La sua ricetta per la Ue prevede fondi dal Mes agli Stati, senza condizionalità per non incorrere nello stigma dei mercati: come crede che possa esser accettato ciò da chi ha perseguito per anni una politica dell'equilibrio di bilancio?

No, non propongo di ricorrere alla vecchia logica del Fondo Salva-Stati, ovvero il Meccanismo Europeo di Stabilità (MES). Sarebbe una pessima soluzione, visto che quei crediti vengono contabilizzati come debito pubblico e che il mercato considererebbe comunque l’effetto-stigma che ne deriva, se ai prestiti accedessero solo alcuni Paesi. Magari l’effetto di questo aumento del debito sulla dinamica degli spread oggi sarebbe contenuto, perché la BCE, dopo gravi tentennamenti, ha varato il Programma di Acquisti di Emergenza Pandemica (PEPP). Ma nel futuro nulla assicura che il prezzo da pagare, ad esempio per il nostro Paese, in termini di oneri del debito pubblico schizzi alle stelle e diventi insostenibile. Ciò evidentemente potrebbe accadere se la BCE si rifiutasse in futuro di garantire il nostro debito sovrano, mettendo fine al programma di acquisti differenziato di titoli del debito pubblico. Insomma, la logica del MES potrebbe mettere in ginocchio l’Italia, sino e rendere impossibile la sua permanenza futura nell’euro e costringerla a recuperare la sovranità monetaria.

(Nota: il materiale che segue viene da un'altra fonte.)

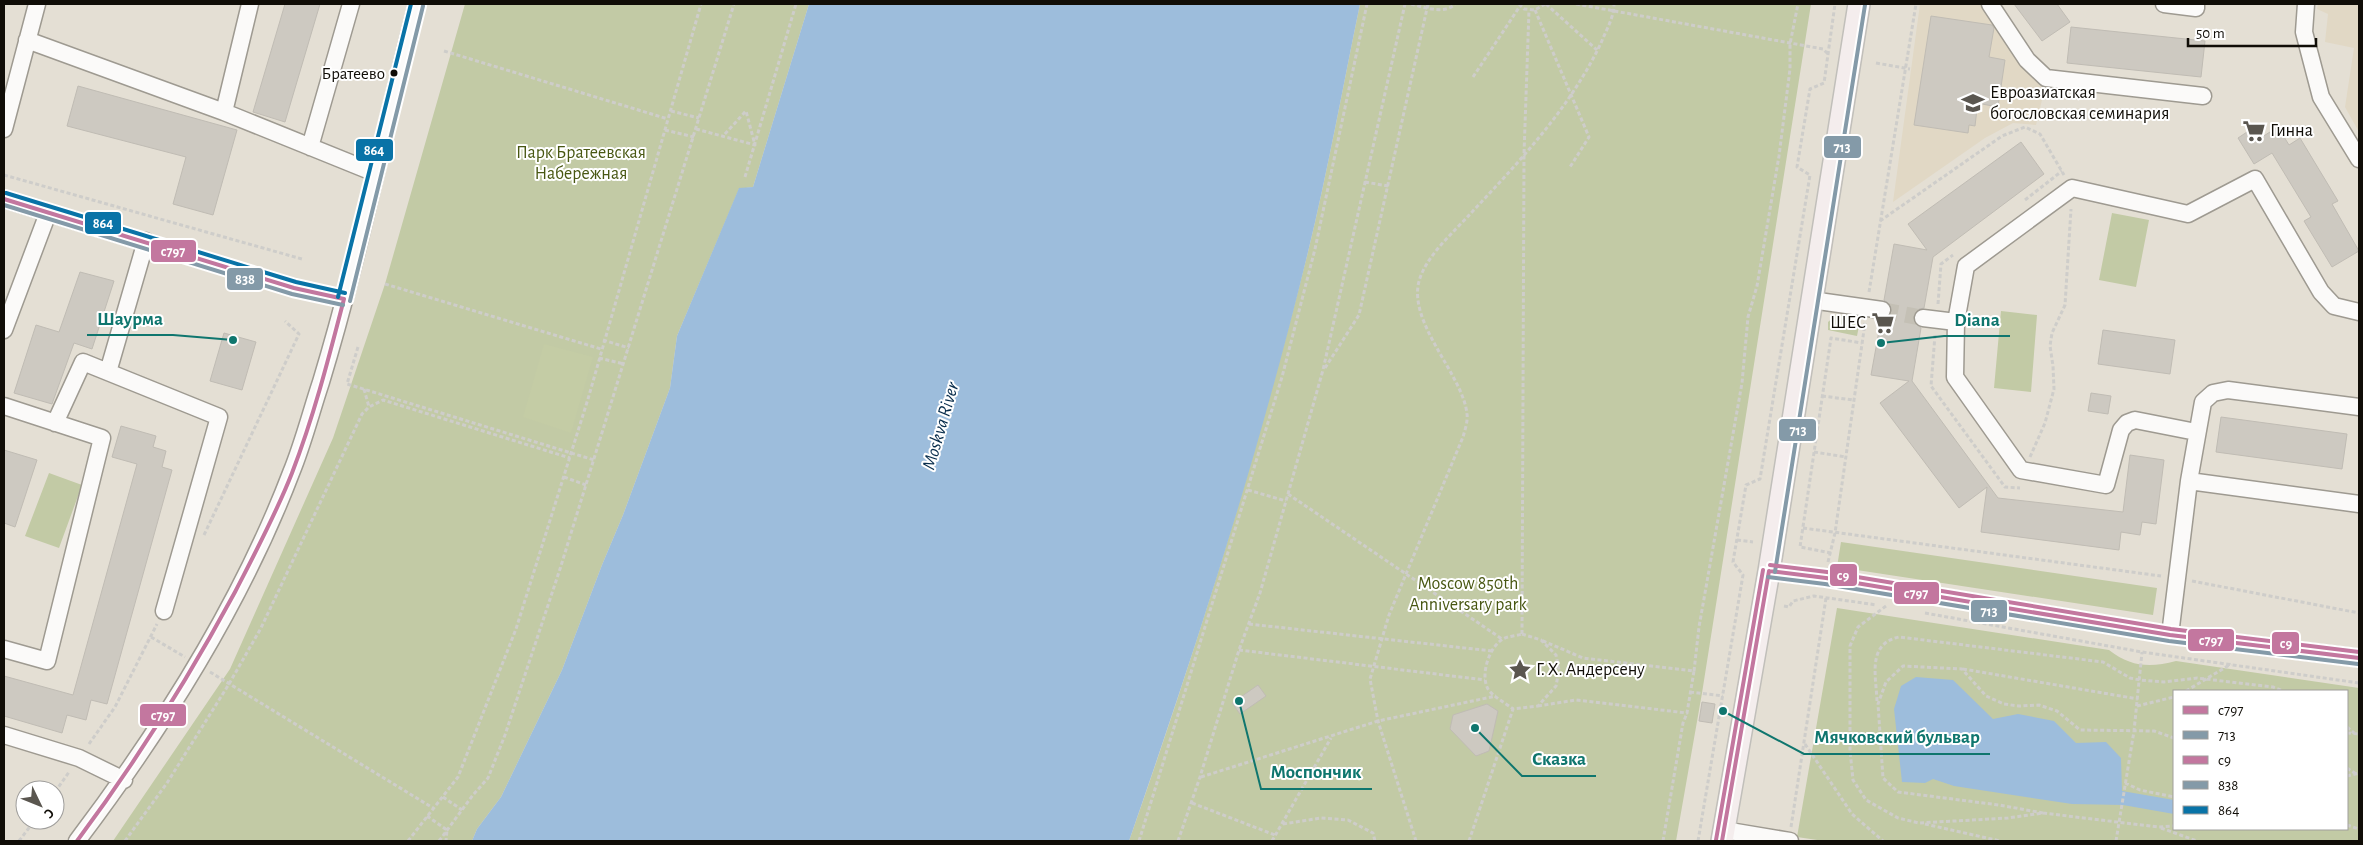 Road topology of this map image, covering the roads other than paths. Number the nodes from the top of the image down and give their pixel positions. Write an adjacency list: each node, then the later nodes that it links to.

Insomma, chiedere che la Bce finanzi direttamente gli Stati è un caposaldo che dovrebbe saltare...

Se si vuole tenere insieme l’eurozona è necessario che la BCE funzioni pienamente da banca centrale, cioè da prestatore di ultima istanza, che garantisce il debito degli Stati. D’altronde non è strano chiedere che la banca centrale sia al servizio degli Stati, e quindi dei popoli, e non viceversa. La BCE dovrebbe semplicemente fare ciò che fanno le banche centrali di mezzo mondo, a cominciare dagli Stati Uniti. La BCE dovrebbe finanziare direttamente il piano anti-virus europeo, senza che ciò determini alcuna crescita del debito dei Paesi dell’Unione. Tecnicamente questo si può fare in vari modi, ad esempio attraverso l’emissione di titoli di debito europeo da parte di una agenzia europea, che sarebbero acquistati dalla BCE, utilizzando gli importi così ottenuti per il finanziamento del piano. Nella condizione presente non vi è alcun rischio inflazionistico né ci sono obiezioni di tipo legale che tengano.

Cosa dovrebbe fare dunque il Governo italiano nella discussione in atto in Europa?

Non abbassare la testa. Chiarire che l’introduzione di titoli del debito europeo e la loro monetizzazione da parte della BCE non è una “semplice” operazione solidaristica a vantaggio dei Paesi più colpiti dalla crisi e con le finanze pubbliche più fragili. È un intervento da cui dipende il futuro stesso dell’eurozona. Se le istituzioni europee si opponessero a questa soluzione credo che tanti cittadini, in Italia e in altri Paesi, giungeranno alla conclusione che non sappiamo cosa farcene di una unione europea che resta indifferente, aggrappata a vecchi dogmi ed egoismi, persino a cospetto della tragedia che stiamo vivendo.